The [**Secrets Scanner**](https://docs.xygeni.io/xygeni-products/secrets-security/secrets-scanner) ( `secrets` ) ( see [Secrets Security](https://docs.xygeni.io/xygeni-products/secrets-security) ) detects hardcoded secrets. It performs thorough scans of code, text files and docker images to identify exposed secrets (API keys, passwords, and other sensitive credentials).

Infrastructure-As-Code Scanner ( iac )

The [**Infrastructure-As-Code Scanner**](https://docs.xygeni.io/xygeni-products/iac-security/iac-scanner) ( `iac` ) ( see [IaC Security](https://docs.xygeni.io/xygeni-products/iac-security) ) processes IaC templates (Terraform, Ansible, CloudFormation, etc) searching for "flaws" or "defects" (a non-compliance) for a certain policy. Most flaws represent a security-related issue that adds significant risk.

Compliance Assessment Scanner ( compliance)

The [**Compliance Assessment Scanner**](https://docs.xygeni.io/xygeni-products/compliance/compliance-scanner) ( `compliance`) ( see [Software Supply-Chain Security (SSCS)](https://docs.xygeni.io/xygeni-products/software-supply-chain-security-sscs) ) checks compliance with Software Supply-Chain Security standards and guidelines. A standard is a list of checkpoints, arranged in categories. A software project is compliant with a standard ("passes") only when all the standard’s required checkpoints passed.

Code Tampering Scanner ( codetamper )

The [**Code Tampering Scanner**](https://docs.xygeni.io/xygeni-products/anomaly-detection/code-tampering-scanner) ( `codetamper` ) ( see [Anomaly Detection](https://docs.xygeni.io/xygeni-products/anomaly-detection) ) is a tool that checks the commits of the software project under analysis, and reports "changes in critical files" according to critical files rules currently active for the policy assigned to the project.

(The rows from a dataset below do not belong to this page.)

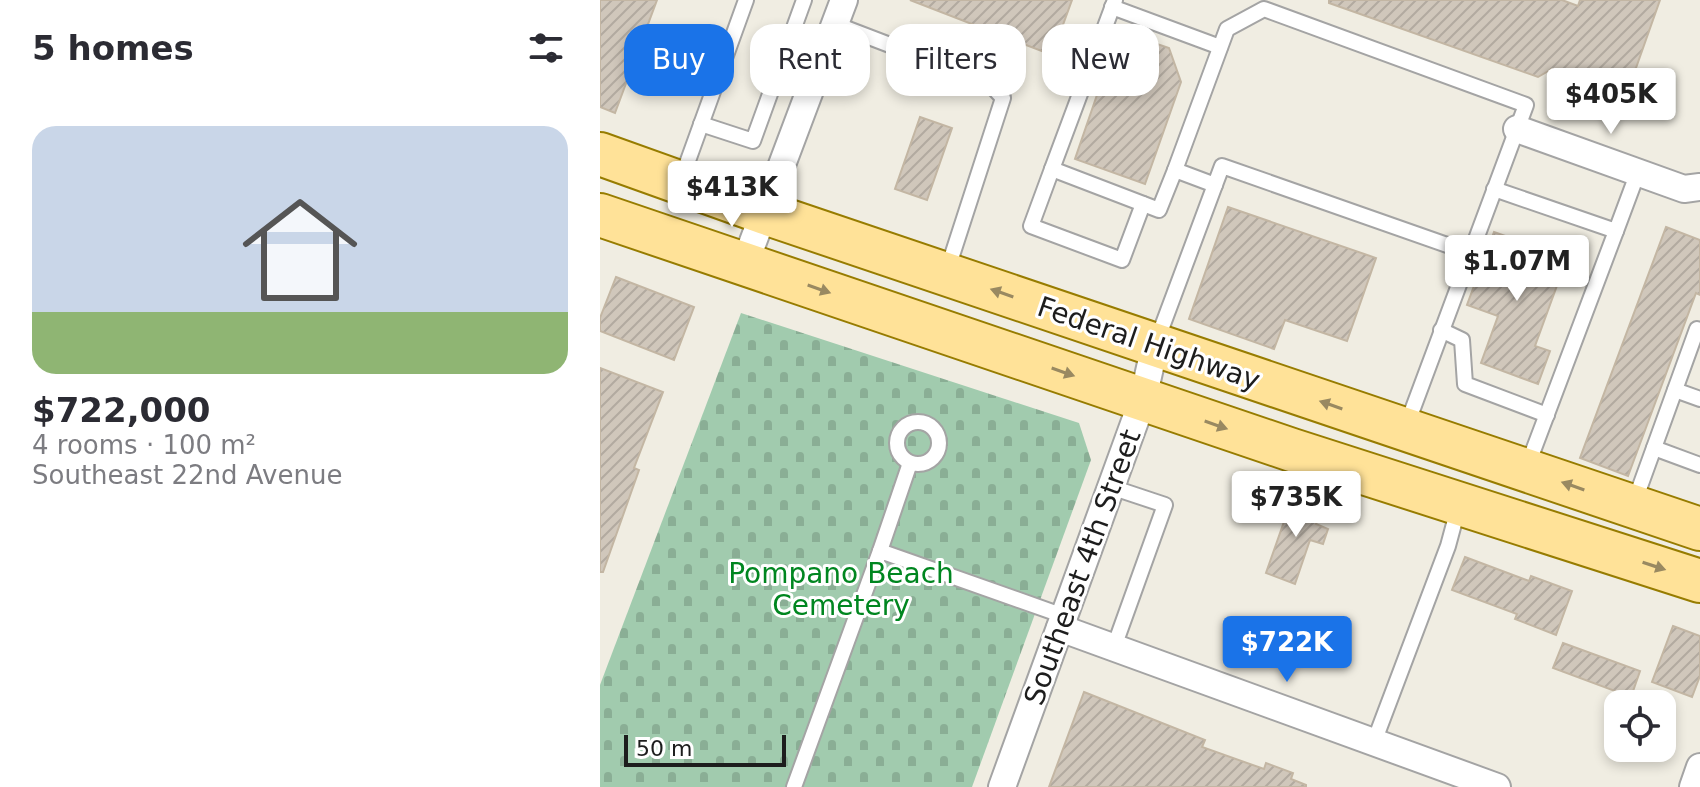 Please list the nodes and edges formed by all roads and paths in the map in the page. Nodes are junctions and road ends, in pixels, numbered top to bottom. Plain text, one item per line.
1 (746, 0) edge
2 (804, 0) edge
3 (1113, 4) edge
4 (840, 12) edge
5 (1220, 47) junction
6 (701, 124) junction
7 (1517, 129) junction
8 (600, 154) edge
9 (1052, 169) junction
10 (1175, 170) junction
11 (1638, 172) junction
12 (681, 183) junction
13 (1215, 185) junction
14 (1700, 187) edge
15 (1494, 189) junction
16 (1143, 204) junction
17 (765, 213) junction
18 (600, 215) edge
19 (1616, 231) junction
20 (1470, 253) junction
21 (745, 263) junction
22 (946, 274) junction
23 (1441, 330) junction
24 (1700, 331) edge
25 (1155, 345) junction
26 (1675, 390) junction
27 (1143, 399) junction
28 (1700, 399) edge
29 (1547, 415) junction
30 (1405, 431) junction
31 (1654, 448) junction
32 (910, 463) dead end
33 (1700, 465) edge
34 (1526, 471) junction
35 (1111, 487) junction
36 (1459, 505) junction
37 (1633, 506) junction
38 (1700, 529) edge
39 (880, 551) junction
40 (1700, 581) edge
41 (1062, 622) junction
42 (1114, 647) junction
43 (1374, 742) junction
44 (1700, 767) edge
45 (794, 787) edge
46 (1002, 787) edge
47 (1497, 787) edge
48 (1693, 787) edge

1 - 6 lane
2 - 6 lane
3 - 5 lane
3 - 9 lane
4 - 17 street
4 - 22 lane
5 - 7 lane
5 - 10 lane
6 - 12 lane
7 - 11 street
7 - 15 lane
8 - 12 main road, Federal Highway
9 - 16 lane
9 - 16 lane
10 - 13 lane
10 - 16 lane
11 - 14 street
11 - 19 lane
12 - 17 main road, Federal Highway
13 - 20 lane
13 - 25 lane
15 - 19 lane
15 - 20 lane
17 - 21 street
17 - 22 main road, Federal Highway
18 - 21 main road, Federal Highway
19 - 29 lane
20 - 23 lane
21 -> 27 main road, Federal Highway
25 -> 22 main road, Federal Highway
23 - 29 lane
23 - 30 lane
24 - 26 lane
25 - 27 street, Southeast 4th Street
30 -> 25 main road, Federal Highway
26 - 28 lane
26 - 31 lane
27 - 35 street, Southeast 4th Street
27 -> 36 main road, Federal Highway
29 - 34 lane
30 - 34 main road, Federal Highway
31 - 33 lane
31 - 37 lane
32 - 39 lane
37 -> 34 main road, Federal Highway
35 - 41 street, Southeast 4th Street
35 - 42 lane
36 -> 40 main road, Federal Highway
36 - 43 lane
37 - 38 main road, Federal Highway
39 - 41 lane
39 - 45 lane
41 - 42 street
41 - 46 street, Southeast 4th Street
42 - 43 street
43 - 47 street
44 - 48 street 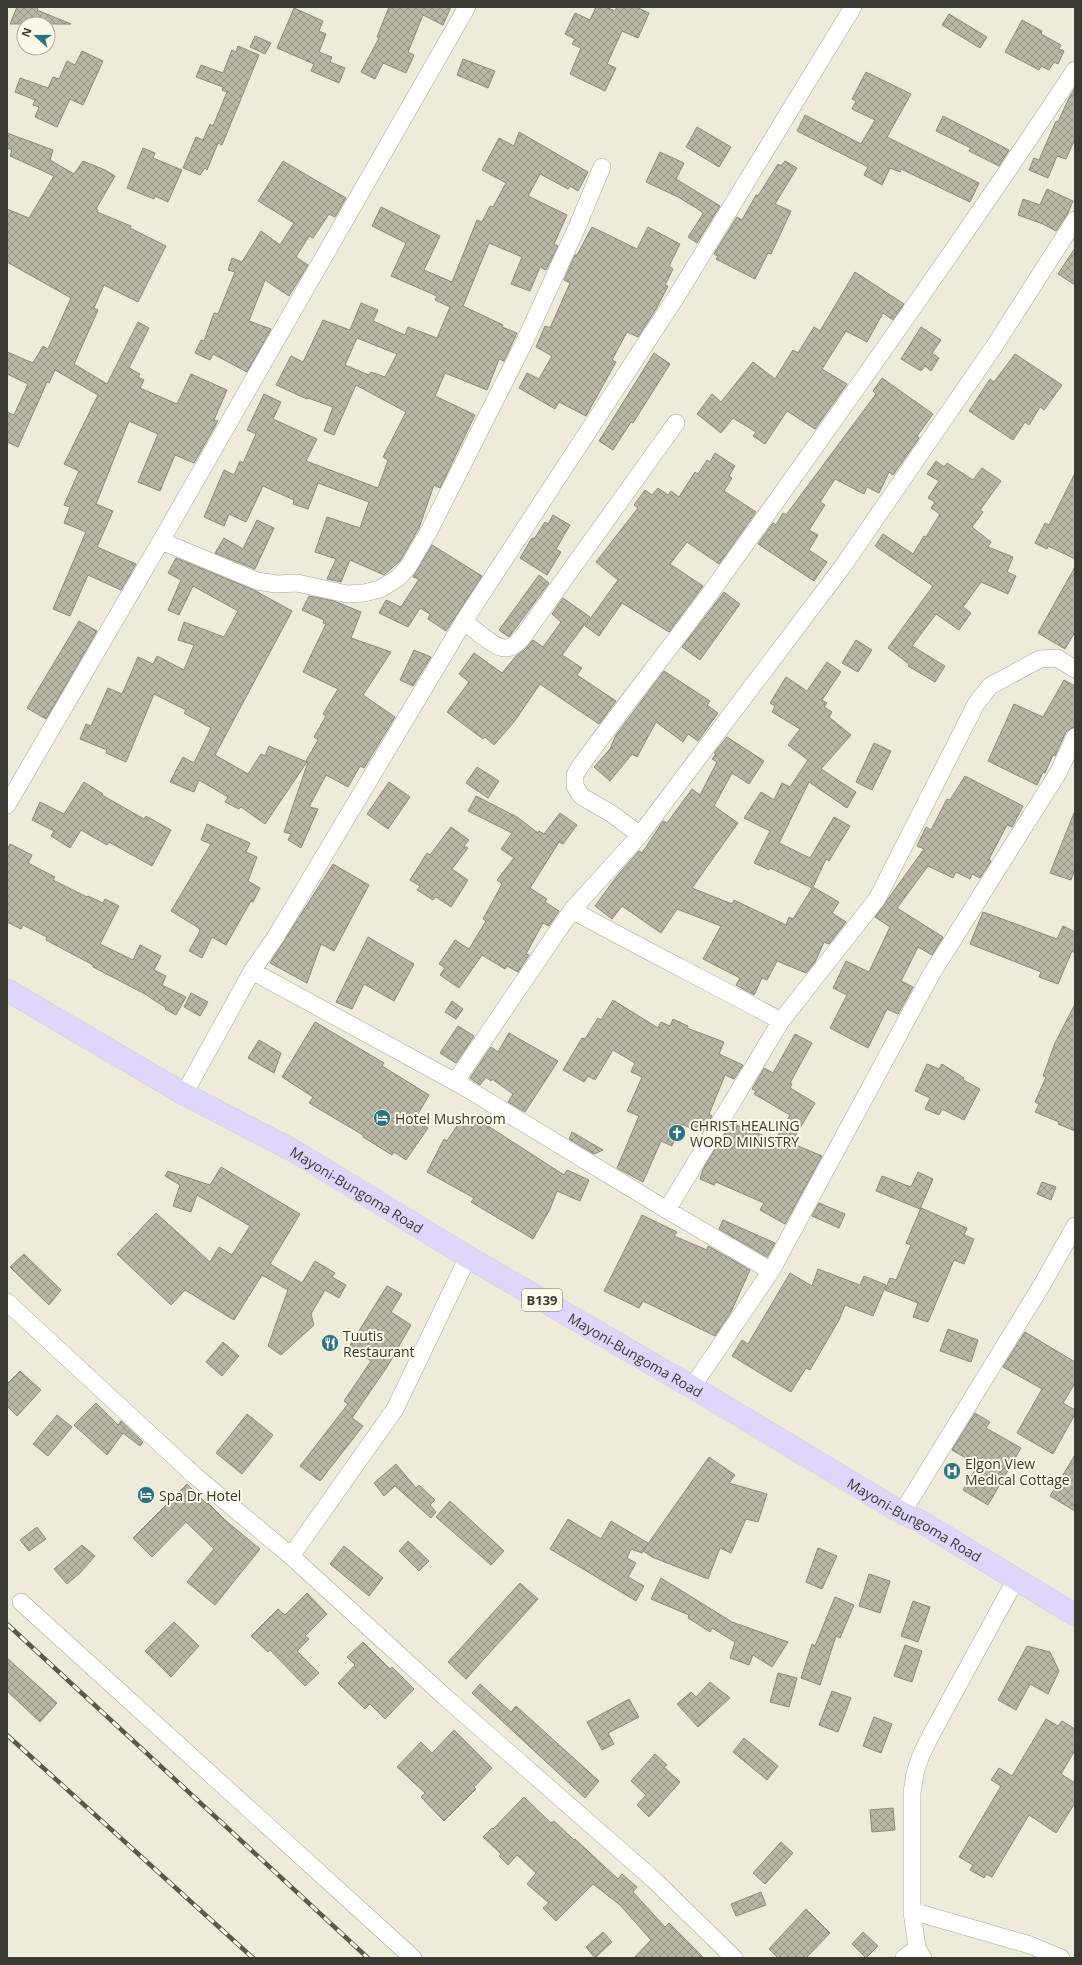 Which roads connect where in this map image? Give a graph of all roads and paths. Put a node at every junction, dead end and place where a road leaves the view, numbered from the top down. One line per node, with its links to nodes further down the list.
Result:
1 (467, 7): 7 (street)
2 (853, 7): 8 (street)
3 (1075, 70): 12 (street)
4 (602, 167): 7 (street)
5 (1075, 220): 12 (street)
6 (676, 424): 8 (street)
7 (161, 541): 11 (street)
8 (464, 621): 14 (street)
9 (1075, 669): 16 (street)
10 (1075, 737): 22 (street)
11 (7, 805)
12 (640, 835): 13 (street)
13 (572, 910): 16 (street); 17 (street)
14 (252, 971): 17 (street); 18 (street)
15 (7, 990): 18 (main road, Mayoni-Bungoma Road / B139)
16 (781, 1021): 19 (street)
17 (455, 1082): 19 (street)
18 (184, 1094): 21 (main road, Mayoni-Bungoma Road / B139)
19 (667, 1210): 22 (street)
20 (1075, 1226): 25 (street)
21 (468, 1256): 24 (main road, Mayoni-Bungoma Road / B139); 26 (street)
22 (771, 1270): 24 (street)
23 (7, 1302): 26 (street)
24 (692, 1387): 25 (main road, Mayoni-Bungoma Road / B139)
25 (902, 1513): 27 (main road, Mayoni-Bungoma Road / B139)
26 (291, 1556): 33 (street)
27 (1016, 1579): 29 (main road, Mayoni-Bungoma Road / B139); 30 (street)
28 (21, 1602): 32 (street)
29 (1075, 1615)
30 (912, 1912): 31 (street); 34 (street)
31 (914, 1955)
32 (413, 1958)
33 (734, 1958)
34 (1061, 1958) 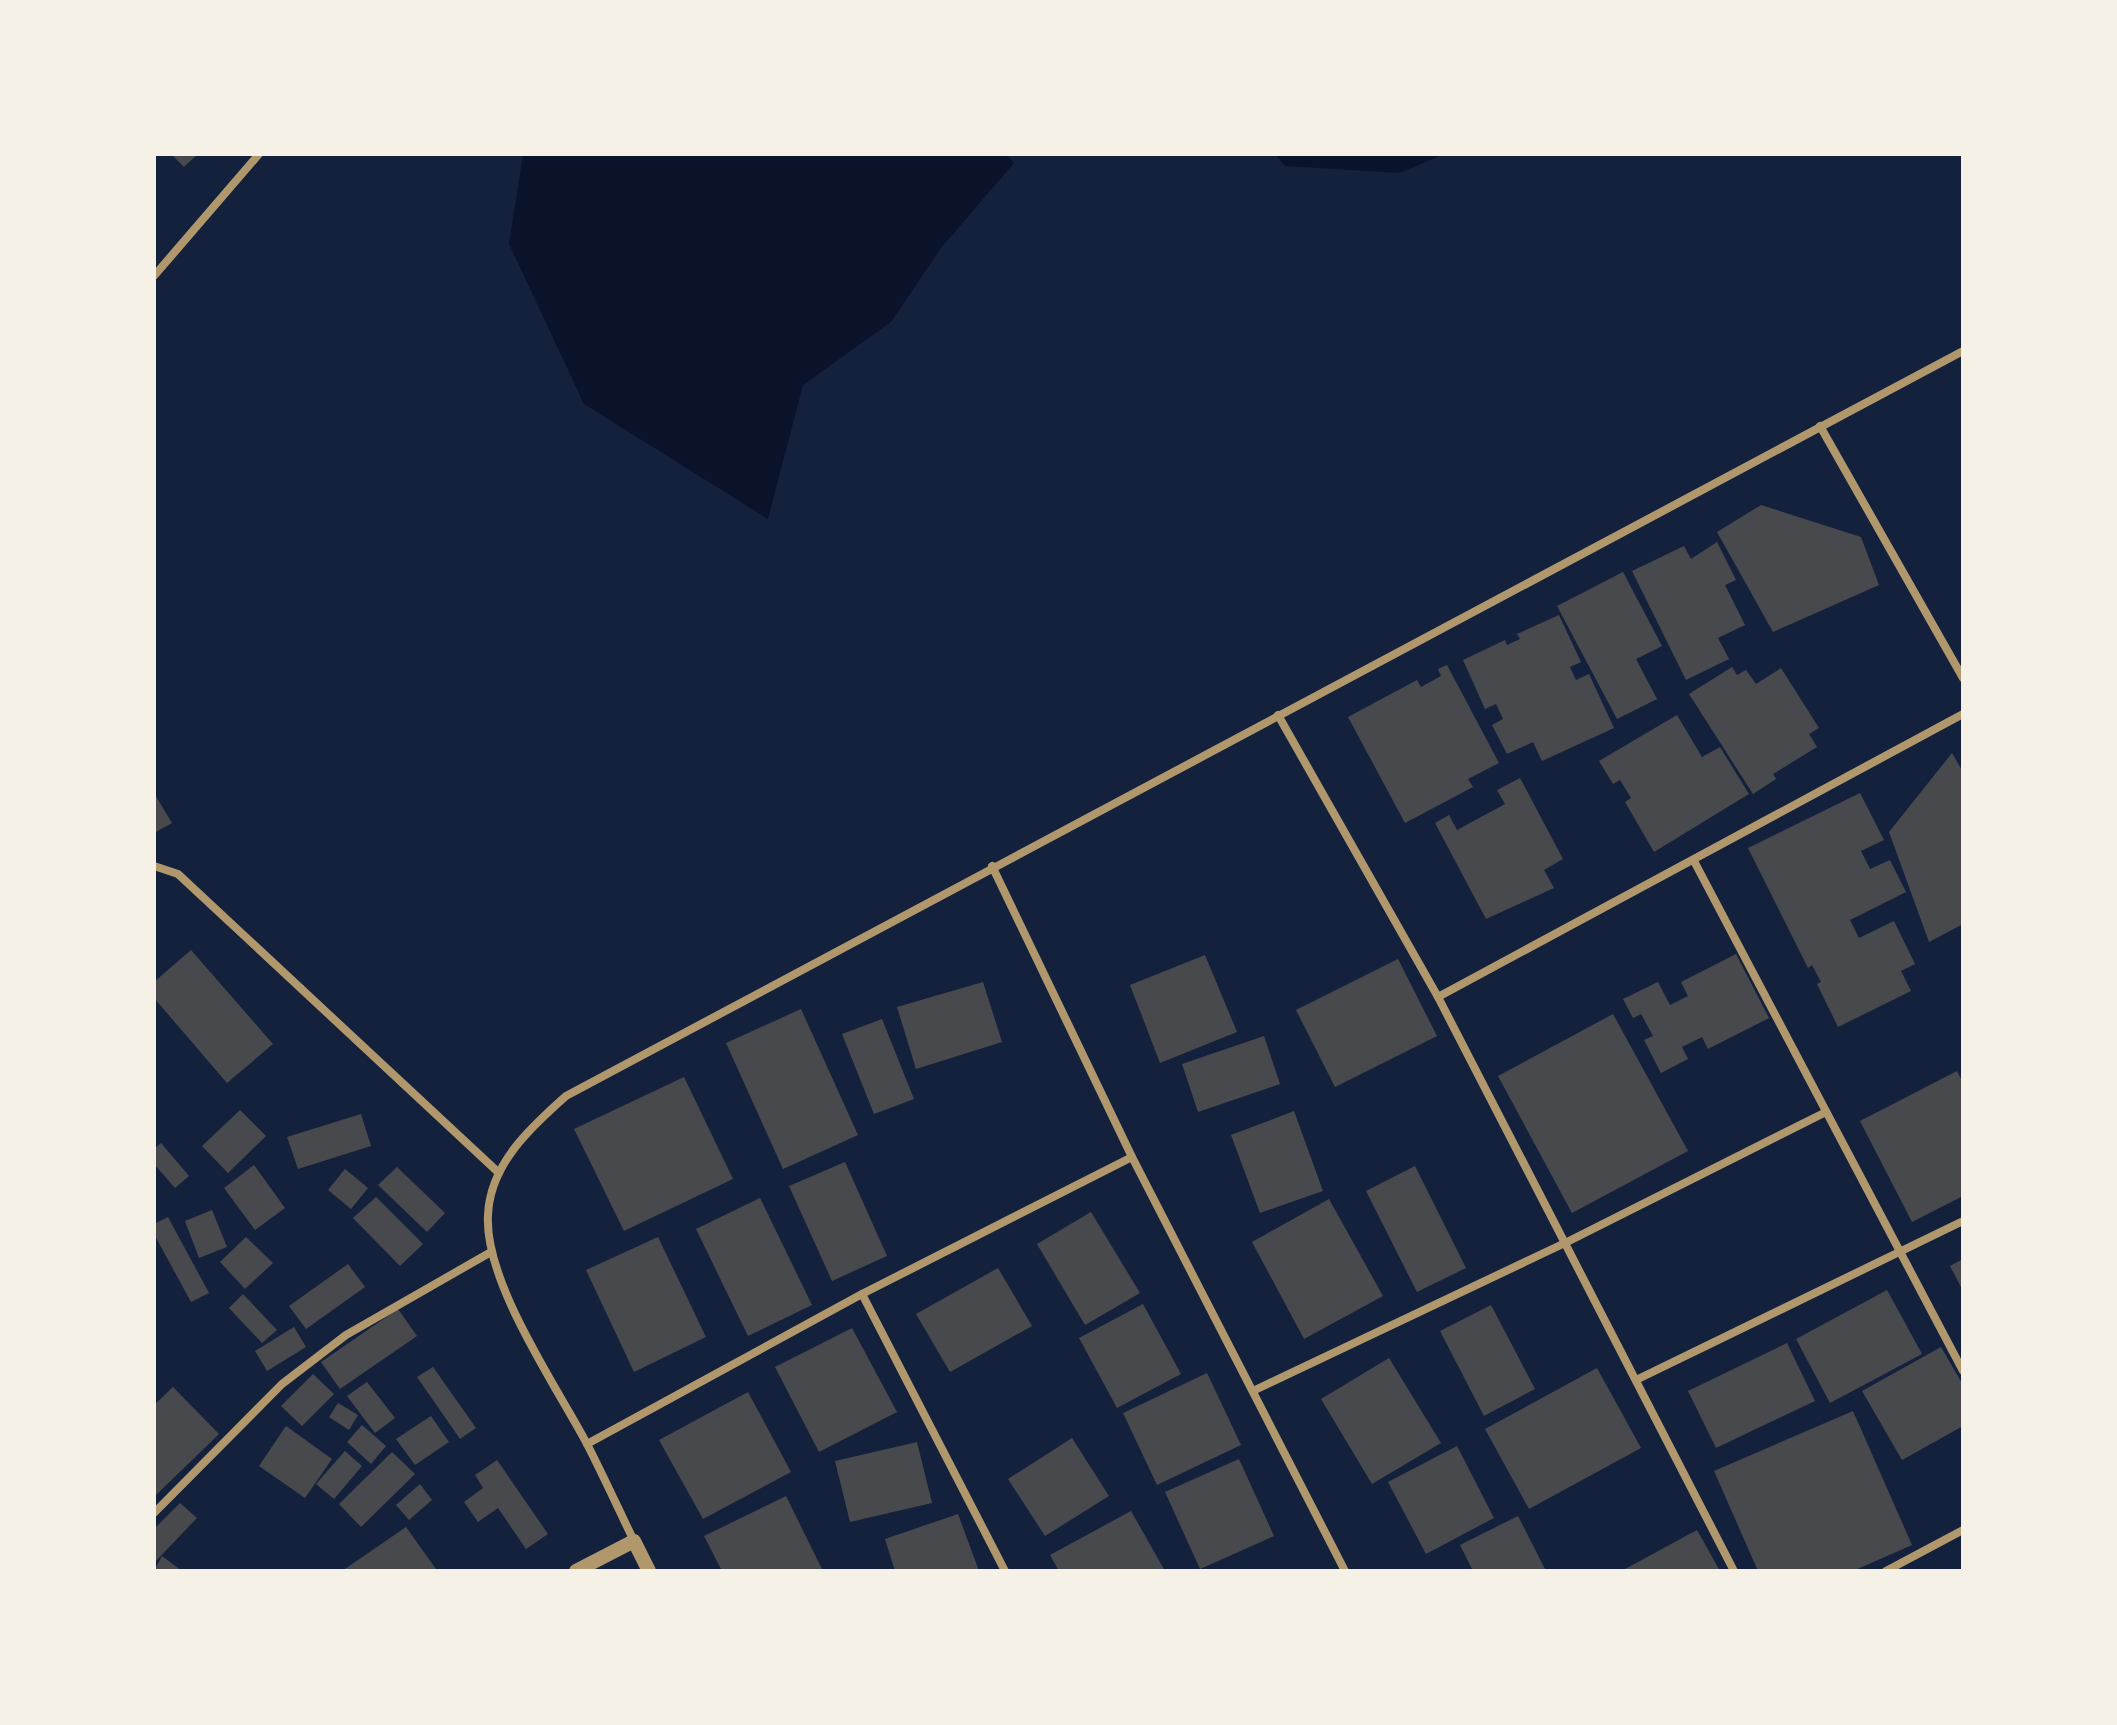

Malware Scanner ( malware )

The [**Malware Scanner**](https://docs.xygeni.io/xygeni-products/code-security-cs/malware-scanner) ( `malware` ) ( see [Code Security (CS)](https://docs.xygeni.io/xygeni-products/code-security-cs) ) is a tool that checks the files of the software project under analysis, and reports "evidences" according to malware detectors currently active for the policy assigned to the project.

Inventory Scanner ( inventory )

The [**Inventory Scanner**](https://docs.xygeni.io/xygeni-products/application-security-posture-management-aspm/inventory-scanner) ( `inventory` ) ( see [ASPM (Application Security Posture Management)](https://docs.xygeni.io/xygeni-products/application-security-posture-management-aspm) ) is used to discover SDLC assets at scan time, extracting the information from the available project and dependencies descriptors, build files, pipelines describing the CI/CD workflows, IaC templates, and eventually via calls to the tools' APIs.